◆ **Task goal**: Line by line, restate the material exactly.

*** Begin section ***

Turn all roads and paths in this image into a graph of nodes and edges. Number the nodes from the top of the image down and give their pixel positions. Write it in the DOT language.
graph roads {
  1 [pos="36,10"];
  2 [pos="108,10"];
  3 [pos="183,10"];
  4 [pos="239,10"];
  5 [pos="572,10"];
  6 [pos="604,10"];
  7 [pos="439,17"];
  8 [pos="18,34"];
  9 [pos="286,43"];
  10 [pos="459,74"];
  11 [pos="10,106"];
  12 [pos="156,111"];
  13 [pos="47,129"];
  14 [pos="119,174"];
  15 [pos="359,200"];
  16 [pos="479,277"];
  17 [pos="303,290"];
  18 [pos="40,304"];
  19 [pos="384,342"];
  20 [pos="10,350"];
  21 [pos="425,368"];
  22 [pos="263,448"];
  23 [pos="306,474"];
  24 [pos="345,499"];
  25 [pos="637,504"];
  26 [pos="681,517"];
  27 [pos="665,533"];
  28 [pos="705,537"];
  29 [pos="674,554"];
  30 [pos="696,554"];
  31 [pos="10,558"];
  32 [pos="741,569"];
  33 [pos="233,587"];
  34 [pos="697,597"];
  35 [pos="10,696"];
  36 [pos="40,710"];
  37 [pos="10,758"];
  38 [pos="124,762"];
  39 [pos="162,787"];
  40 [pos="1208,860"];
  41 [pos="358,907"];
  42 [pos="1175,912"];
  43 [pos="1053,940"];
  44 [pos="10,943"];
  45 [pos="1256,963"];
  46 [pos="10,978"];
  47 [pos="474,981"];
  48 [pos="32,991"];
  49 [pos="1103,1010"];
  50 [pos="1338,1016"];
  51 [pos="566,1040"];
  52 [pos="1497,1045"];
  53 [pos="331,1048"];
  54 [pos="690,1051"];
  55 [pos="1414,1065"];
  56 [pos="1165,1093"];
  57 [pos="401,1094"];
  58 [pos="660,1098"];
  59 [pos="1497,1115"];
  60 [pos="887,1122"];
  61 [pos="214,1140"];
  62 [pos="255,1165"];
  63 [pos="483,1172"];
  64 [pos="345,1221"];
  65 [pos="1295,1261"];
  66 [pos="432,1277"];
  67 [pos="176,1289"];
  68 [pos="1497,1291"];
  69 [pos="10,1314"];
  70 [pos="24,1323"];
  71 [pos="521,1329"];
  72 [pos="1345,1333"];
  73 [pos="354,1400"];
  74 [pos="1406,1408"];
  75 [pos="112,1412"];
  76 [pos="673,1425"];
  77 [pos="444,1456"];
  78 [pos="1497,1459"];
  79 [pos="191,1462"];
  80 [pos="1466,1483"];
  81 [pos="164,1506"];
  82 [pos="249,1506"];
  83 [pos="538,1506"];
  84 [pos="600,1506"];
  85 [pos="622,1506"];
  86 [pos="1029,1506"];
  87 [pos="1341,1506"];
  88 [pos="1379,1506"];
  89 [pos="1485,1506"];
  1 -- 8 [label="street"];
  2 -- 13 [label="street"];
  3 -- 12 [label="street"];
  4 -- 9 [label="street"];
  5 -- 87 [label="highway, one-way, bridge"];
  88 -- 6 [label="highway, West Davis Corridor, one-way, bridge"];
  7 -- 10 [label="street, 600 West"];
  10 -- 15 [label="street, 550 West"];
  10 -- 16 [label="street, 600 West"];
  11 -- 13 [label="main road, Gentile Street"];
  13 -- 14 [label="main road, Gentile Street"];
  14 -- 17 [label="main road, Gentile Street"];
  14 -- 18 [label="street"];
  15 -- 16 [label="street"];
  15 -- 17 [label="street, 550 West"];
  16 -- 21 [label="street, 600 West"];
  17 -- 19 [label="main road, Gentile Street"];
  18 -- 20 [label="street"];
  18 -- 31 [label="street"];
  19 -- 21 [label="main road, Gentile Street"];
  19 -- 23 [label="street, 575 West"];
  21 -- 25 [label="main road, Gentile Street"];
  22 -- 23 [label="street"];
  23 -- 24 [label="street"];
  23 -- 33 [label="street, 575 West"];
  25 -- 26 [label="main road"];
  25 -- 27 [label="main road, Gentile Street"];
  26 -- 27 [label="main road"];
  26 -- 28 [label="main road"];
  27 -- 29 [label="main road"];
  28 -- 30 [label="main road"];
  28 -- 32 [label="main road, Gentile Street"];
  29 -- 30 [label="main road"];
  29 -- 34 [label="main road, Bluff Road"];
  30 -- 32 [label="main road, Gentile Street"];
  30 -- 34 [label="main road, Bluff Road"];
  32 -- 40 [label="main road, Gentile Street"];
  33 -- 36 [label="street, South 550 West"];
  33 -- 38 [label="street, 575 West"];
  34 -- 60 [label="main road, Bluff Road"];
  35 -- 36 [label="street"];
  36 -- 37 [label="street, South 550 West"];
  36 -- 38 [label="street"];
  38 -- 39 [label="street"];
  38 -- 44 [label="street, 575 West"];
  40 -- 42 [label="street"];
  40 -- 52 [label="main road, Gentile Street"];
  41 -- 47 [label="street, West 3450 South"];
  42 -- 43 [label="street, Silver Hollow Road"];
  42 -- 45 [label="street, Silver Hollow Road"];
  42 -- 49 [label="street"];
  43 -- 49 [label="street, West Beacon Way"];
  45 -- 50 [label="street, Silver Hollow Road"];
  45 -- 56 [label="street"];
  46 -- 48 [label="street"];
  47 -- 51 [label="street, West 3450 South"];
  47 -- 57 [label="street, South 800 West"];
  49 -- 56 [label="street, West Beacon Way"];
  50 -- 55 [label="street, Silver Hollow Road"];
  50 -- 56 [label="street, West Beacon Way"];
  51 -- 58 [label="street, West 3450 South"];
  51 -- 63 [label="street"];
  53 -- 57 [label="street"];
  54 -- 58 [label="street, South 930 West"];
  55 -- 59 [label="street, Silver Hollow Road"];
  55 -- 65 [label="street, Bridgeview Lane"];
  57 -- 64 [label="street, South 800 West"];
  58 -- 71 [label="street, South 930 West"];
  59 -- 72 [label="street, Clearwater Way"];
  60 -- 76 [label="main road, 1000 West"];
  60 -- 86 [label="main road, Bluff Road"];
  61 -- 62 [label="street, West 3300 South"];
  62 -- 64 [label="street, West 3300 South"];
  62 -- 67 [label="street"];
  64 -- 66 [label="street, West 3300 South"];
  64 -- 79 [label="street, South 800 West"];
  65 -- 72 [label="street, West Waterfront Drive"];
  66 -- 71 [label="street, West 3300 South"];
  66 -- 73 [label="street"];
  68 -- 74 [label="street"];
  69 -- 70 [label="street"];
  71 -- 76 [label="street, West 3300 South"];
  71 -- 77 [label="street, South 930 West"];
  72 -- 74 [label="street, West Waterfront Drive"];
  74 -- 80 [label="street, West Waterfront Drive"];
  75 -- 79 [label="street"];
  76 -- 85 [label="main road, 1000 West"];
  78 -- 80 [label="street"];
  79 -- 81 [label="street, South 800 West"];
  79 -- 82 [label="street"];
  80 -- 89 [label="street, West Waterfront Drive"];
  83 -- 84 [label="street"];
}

*** End section ***

◆ **Exercise response**:
Turn all roads and paths in this image into a graph of nodes and edges. Number the nodes from the top of the image down and give their pixel positions. Write it in the DOT language.
graph roads {
  1 [pos="36,10"];
  2 [pos="108,10"];
  3 [pos="183,10"];
  4 [pos="239,10"];
  5 [pos="572,10"];
  6 [pos="604,10"];
  7 [pos="439,17"];
  8 [pos="18,34"];
  9 [pos="286,43"];
  10 [pos="459,74"];
  11 [pos="10,106"];
  12 [pos="156,111"];
  13 [pos="47,129"];
  14 [pos="119,174"];
  15 [pos="359,200"];
  16 [pos="479,277"];
  17 [pos="303,290"];
  18 [pos="40,304"];
  19 [pos="384,342"];
  20 [pos="10,350"];
  21 [pos="425,368"];
  22 [pos="263,448"];
  23 [pos="306,474"];
  24 [pos="345,499"];
  25 [pos="637,504"];
  26 [pos="681,517"];
  27 [pos="665,533"];
  28 [pos="705,537"];
  29 [pos="674,554"];
  30 [pos="696,554"];
  31 [pos="10,558"];
  32 [pos="741,569"];
  33 [pos="233,587"];
  34 [pos="697,597"];
  35 [pos="10,696"];
  36 [pos="40,710"];
  37 [pos="10,758"];
  38 [pos="124,762"];
  39 [pos="162,787"];
  40 [pos="1208,860"];
  41 [pos="358,907"];
  42 [pos="1175,912"];
  43 [pos="1053,940"];
  44 [pos="10,943"];
  45 [pos="1256,963"];
  46 [pos="10,978"];
  47 [pos="474,981"];
  48 [pos="32,991"];
  49 [pos="1103,1010"];
  50 [pos="1338,1016"];
  51 [pos="566,1040"];
  52 [pos="1497,1045"];
  53 [pos="331,1048"];
  54 [pos="690,1051"];
  55 [pos="1414,1065"];
  56 [pos="1165,1093"];
  57 [pos="401,1094"];
  58 [pos="660,1098"];
  59 [pos="1497,1115"];
  60 [pos="887,1122"];
  61 [pos="214,1140"];
  62 [pos="255,1165"];
  63 [pos="483,1172"];
  64 [pos="345,1221"];
  65 [pos="1295,1261"];
  66 [pos="432,1277"];
  67 [pos="176,1289"];
  68 [pos="1497,1291"];
  69 [pos="10,1314"];
  70 [pos="24,1323"];
  71 [pos="521,1329"];
  72 [pos="1345,1333"];
  73 [pos="354,1400"];
  74 [pos="1406,1408"];
  75 [pos="112,1412"];
  76 [pos="673,1425"];
  77 [pos="444,1456"];
  78 [pos="1497,1459"];
  79 [pos="191,1462"];
  80 [pos="1466,1483"];
  81 [pos="164,1506"];
  82 [pos="249,1506"];
  83 [pos="538,1506"];
  84 [pos="600,1506"];
  85 [pos="622,1506"];
  86 [pos="1029,1506"];
  87 [pos="1341,1506"];
  88 [pos="1379,1506"];
  89 [pos="1485,1506"];
  1 -- 8 [label="street"];
  2 -- 13 [label="street"];
  3 -- 12 [label="street"];
  4 -- 9 [label="street"];
  5 -- 87 [label="highway, one-way, bridge"];
  88 -- 6 [label="highway, West Davis Corridor, one-way, bridge"];
  7 -- 10 [label="street, 600 West"];
  10 -- 15 [label="street, 550 West"];
  10 -- 16 [label="street, 600 West"];
  11 -- 13 [label="main road, Gentile Street"];
  13 -- 14 [label="main road, Gentile Street"];
  14 -- 17 [label="main road, Gentile Street"];
  14 -- 18 [label="street"];
  15 -- 16 [label="street"];
  15 -- 17 [label="street, 550 West"];
  16 -- 21 [label="street, 600 West"];
  17 -- 19 [label="main road, Gentile Street"];
  18 -- 20 [label="street"];
  18 -- 31 [label="street"];
  19 -- 21 [label="main road, Gentile Street"];
  19 -- 23 [label="street, 575 West"];
  21 -- 25 [label="main road, Gentile Street"];
  22 -- 23 [label="street"];
  23 -- 24 [label="street"];
  23 -- 33 [label="street, 575 West"];
  25 -- 26 [label="main road"];
  25 -- 27 [label="main road, Gentile Street"];
  26 -- 27 [label="main road"];
  26 -- 28 [label="main road"];
  27 -- 29 [label="main road"];
  28 -- 30 [label="main road"];
  28 -- 32 [label="main road, Gentile Street"];
  29 -- 30 [label="main road"];
  29 -- 34 [label="main road, Bluff Road"];
  30 -- 32 [label="main road, Gentile Street"];
  30 -- 34 [label="main road, Bluff Road"];
  32 -- 40 [label="main road, Gentile Street"];
  33 -- 36 [label="street, South 550 West"];
  33 -- 38 [label="street, 575 West"];
  34 -- 60 [label="main road, Bluff Road"];
  35 -- 36 [label="street"];
  36 -- 37 [label="street, South 550 West"];
  36 -- 38 [label="street"];
  38 -- 39 [label="street"];
  38 -- 44 [label="street, 575 West"];
  40 -- 42 [label="street"];
  40 -- 52 [label="main road, Gentile Street"];
  41 -- 47 [label="street, West 3450 South"];
  42 -- 43 [label="street, Silver Hollow Road"];
  42 -- 45 [label="street, Silver Hollow Road"];
  42 -- 49 [label="street"];
  43 -- 49 [label="street, West Beacon Way"];
  45 -- 50 [label="street, Silver Hollow Road"];
  45 -- 56 [label="street"];
  46 -- 48 [label="street"];
  47 -- 51 [label="street, West 3450 South"];
  47 -- 57 [label="street, South 800 West"];
  49 -- 56 [label="street, West Beacon Way"];
  50 -- 55 [label="street, Silver Hollow Road"];
  50 -- 56 [label="street, West Beacon Way"];
  51 -- 58 [label="street, West 3450 South"];
  51 -- 63 [label="street"];
  53 -- 57 [label="street"];
  54 -- 58 [label="street, South 930 West"];
  55 -- 59 [label="street, Silver Hollow Road"];
  55 -- 65 [label="street, Bridgeview Lane"];
  57 -- 64 [label="street, South 800 West"];
  58 -- 71 [label="street, South 930 West"];
  59 -- 72 [label="street, Clearwater Way"];
  60 -- 76 [label="main road, 1000 West"];
  60 -- 86 [label="main road, Bluff Road"];
  61 -- 62 [label="street, West 3300 South"];
  62 -- 64 [label="street, West 3300 South"];
  62 -- 67 [label="street"];
  64 -- 66 [label="street, West 3300 South"];
  64 -- 79 [label="street, South 800 West"];
  65 -- 72 [label="street, West Waterfront Drive"];
  66 -- 71 [label="street, West 3300 South"];
  66 -- 73 [label="street"];
  68 -- 74 [label="street"];
  69 -- 70 [label="street"];
  71 -- 76 [label="street, West 3300 South"];
  71 -- 77 [label="street, South 930 West"];
  72 -- 74 [label="street, West Waterfront Drive"];
  74 -- 80 [label="street, West Waterfront Drive"];
  75 -- 79 [label="street"];
  76 -- 85 [label="main road, 1000 West"];
  78 -- 80 [label="street"];
  79 -- 81 [label="street, South 800 West"];
  79 -- 82 [label="street"];
  80 -- 89 [label="street, West Waterfront Drive"];
  83 -- 84 [label="street"];
}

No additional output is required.